Housing
Buying Property in Finland as a Foreigner
Buying property in Finland as a foreigner: housing company shares vs real estate, when you need a permit, transfer tax, mortgages and the costs to expect.
Buying a home in Finland is more open to foreigners than many newcomers expect — but it works differently from most countries. The biggest surprise is that when you buy a city apartment, you are not buying the apartment at all: you are buying shares in a company. Understanding that one fact, plus the costs and permits involved, saves a lot of confusion. This guide walks through how property ownership works, who needs permission to buy, what it costs, and what to check before you sign.
Two Very Different Things You Can Buy
In Finland there are two legally distinct ways to "own a home", and they follow separate rules.
The first is housing company shares (asunto-osakeyhtiön osakkeet). Most apartments and terraced houses in Finnish towns and cities belong to a asunto-osakeyhtiö — a limited-liability housing company. The company owns the building; you buy shares in that company, and those shares give you the right to live in a specific apartment. When people say they "bought a flat in Helsinki", they almost always mean they bought shares in a housing company.

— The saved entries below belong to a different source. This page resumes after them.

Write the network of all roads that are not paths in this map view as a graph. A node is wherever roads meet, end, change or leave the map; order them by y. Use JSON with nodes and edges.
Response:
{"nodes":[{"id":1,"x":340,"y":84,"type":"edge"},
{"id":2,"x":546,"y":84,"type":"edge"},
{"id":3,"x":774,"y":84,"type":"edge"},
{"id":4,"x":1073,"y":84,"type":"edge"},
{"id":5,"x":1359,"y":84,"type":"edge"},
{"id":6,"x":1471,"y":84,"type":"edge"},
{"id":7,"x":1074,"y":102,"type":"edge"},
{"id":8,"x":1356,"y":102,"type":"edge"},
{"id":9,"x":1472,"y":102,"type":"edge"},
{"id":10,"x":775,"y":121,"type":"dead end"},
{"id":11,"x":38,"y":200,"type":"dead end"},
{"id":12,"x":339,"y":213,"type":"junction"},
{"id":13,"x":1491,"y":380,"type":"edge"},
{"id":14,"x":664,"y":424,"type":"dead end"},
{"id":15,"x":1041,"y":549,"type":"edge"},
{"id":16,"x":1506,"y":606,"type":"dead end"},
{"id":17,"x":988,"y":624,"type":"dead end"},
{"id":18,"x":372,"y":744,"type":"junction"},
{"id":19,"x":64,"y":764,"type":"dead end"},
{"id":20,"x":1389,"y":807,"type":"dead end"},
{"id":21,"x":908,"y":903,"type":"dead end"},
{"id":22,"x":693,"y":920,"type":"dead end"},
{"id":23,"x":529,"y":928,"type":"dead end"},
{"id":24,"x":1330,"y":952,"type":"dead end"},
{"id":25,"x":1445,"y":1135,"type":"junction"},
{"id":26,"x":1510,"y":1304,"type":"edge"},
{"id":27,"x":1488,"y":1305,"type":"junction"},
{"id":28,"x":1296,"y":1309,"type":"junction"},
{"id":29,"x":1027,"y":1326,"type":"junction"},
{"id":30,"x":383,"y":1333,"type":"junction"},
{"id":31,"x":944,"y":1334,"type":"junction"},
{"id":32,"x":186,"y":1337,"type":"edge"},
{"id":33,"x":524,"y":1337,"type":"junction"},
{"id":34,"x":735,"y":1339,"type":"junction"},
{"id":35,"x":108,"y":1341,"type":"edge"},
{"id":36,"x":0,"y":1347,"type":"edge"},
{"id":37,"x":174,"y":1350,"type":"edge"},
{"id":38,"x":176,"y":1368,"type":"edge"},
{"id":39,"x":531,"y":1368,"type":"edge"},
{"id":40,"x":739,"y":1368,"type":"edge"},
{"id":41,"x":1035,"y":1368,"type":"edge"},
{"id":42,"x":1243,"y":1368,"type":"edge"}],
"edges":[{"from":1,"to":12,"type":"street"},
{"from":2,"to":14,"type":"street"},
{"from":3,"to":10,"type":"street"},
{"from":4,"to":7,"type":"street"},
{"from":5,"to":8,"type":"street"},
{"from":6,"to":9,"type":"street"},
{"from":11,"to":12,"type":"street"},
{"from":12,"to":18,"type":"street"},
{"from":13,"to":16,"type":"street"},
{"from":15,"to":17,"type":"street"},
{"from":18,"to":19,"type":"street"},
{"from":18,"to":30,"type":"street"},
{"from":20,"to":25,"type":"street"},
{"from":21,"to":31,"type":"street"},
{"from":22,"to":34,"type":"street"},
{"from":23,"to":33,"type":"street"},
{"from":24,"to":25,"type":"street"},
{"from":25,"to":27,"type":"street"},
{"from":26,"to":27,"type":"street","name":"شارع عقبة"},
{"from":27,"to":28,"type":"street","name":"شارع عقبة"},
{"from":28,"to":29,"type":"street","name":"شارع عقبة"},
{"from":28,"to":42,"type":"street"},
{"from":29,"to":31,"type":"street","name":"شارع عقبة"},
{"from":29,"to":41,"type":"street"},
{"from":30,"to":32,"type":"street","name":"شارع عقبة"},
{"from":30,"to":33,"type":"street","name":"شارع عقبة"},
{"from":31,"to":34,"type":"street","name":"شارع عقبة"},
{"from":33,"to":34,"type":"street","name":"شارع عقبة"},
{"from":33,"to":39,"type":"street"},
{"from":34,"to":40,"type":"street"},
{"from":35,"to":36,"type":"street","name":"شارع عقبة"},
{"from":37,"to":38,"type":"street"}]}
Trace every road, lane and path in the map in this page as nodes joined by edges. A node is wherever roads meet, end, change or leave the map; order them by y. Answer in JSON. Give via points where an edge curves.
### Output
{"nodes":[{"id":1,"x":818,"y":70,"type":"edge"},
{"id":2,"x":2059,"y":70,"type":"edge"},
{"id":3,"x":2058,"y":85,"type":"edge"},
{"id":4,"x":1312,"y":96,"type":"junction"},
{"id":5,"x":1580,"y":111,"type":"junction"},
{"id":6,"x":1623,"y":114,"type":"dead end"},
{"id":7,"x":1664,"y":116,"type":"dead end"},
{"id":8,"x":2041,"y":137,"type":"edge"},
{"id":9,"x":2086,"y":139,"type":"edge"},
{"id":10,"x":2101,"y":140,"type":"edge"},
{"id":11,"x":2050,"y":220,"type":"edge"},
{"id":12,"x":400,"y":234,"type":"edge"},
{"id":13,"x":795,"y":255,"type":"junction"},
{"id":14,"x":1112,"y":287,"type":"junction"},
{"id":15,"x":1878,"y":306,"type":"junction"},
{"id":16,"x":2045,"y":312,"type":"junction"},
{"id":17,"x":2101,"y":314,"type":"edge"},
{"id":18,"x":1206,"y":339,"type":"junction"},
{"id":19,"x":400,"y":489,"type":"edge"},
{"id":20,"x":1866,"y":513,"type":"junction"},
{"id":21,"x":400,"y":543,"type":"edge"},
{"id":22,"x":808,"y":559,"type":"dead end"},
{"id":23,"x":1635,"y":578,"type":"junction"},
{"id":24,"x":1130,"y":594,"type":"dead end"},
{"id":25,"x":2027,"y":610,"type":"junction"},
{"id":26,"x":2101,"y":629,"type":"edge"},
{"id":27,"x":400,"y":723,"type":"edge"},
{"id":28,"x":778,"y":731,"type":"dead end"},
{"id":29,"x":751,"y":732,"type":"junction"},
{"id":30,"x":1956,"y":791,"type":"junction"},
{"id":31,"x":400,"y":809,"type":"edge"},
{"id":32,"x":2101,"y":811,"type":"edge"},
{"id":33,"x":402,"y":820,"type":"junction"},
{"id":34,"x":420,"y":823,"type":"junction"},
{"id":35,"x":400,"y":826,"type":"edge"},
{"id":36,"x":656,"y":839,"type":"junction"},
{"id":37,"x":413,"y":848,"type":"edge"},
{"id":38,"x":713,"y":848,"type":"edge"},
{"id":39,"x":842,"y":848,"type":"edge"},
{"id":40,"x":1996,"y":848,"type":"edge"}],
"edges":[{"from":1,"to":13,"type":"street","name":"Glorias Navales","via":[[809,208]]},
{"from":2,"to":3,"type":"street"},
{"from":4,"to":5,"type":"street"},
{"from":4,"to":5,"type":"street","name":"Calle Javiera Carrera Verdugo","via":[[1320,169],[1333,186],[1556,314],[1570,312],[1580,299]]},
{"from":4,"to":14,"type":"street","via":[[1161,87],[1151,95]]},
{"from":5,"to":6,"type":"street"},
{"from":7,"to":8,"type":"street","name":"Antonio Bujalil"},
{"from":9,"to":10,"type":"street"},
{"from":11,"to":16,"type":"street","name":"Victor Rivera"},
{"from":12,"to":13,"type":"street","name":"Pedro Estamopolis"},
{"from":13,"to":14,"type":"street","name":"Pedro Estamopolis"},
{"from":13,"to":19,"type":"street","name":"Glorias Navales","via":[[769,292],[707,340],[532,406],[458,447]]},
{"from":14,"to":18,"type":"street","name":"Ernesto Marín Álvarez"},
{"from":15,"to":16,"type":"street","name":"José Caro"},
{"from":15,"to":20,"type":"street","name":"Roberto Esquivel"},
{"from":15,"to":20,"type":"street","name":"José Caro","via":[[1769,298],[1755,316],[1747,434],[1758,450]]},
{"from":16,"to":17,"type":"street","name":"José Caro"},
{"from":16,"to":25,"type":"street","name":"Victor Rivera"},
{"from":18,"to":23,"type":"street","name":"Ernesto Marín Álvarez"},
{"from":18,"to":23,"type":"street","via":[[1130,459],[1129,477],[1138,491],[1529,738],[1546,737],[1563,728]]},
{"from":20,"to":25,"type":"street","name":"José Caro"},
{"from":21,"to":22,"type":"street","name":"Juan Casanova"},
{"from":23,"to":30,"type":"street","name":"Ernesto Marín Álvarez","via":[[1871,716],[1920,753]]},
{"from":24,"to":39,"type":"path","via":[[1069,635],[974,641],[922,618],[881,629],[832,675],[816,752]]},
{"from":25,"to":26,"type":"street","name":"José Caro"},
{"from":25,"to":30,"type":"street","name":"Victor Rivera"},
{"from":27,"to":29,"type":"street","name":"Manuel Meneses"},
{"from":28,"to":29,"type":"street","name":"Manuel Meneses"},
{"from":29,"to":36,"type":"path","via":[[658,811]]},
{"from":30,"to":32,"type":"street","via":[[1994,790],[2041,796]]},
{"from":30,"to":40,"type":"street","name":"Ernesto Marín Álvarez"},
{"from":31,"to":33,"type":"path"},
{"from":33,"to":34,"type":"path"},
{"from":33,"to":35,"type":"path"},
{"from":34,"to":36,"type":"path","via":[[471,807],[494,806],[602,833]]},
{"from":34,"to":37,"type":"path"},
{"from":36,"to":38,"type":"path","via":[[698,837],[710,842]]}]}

The second is real estate (kiinteistö) — owning the land itself, typically a detached house (omakotitalo) on its own plot, a holiday home, or a bare plot. Here you become the registered owner of the property and the land beneath it.
This distinction drives almost everything that follows: whether you need a permit, how much transfer tax you pay, how ownership is recorded, and what your ongoing obligations are. Get clear on which type you are buying before anything else.
Can Foreigners Buy at All?
Yes — and for the most common purchase, an apartment, there are essentially no restrictions on nationality.
According to InfoFinland, you do not need any permit to buy housing company shares, regardless of where you are from. EU and EEA citizens can also buy real estate on the same terms as Finnish citizens.
The one real restriction applies to non-EU/EEA citizens buying real estate that includes land. Under Finland's Act on permit requirements for certain real estate acquisitions, a private individual who is not a national of an EU or EEA state must apply to the Finnish Ministry of Defence for authorisation before buying a real estate unit — for example, a detached house on its own plot, or a plot of land. The Ministry's site is explicit that the permit is required only for real estate, not for housing company shares or rental arrangements.
A useful exception: people with dual nationality do not need the permit if one of their nationalities is from an EU or EEA country, according to the Ministry of Defence.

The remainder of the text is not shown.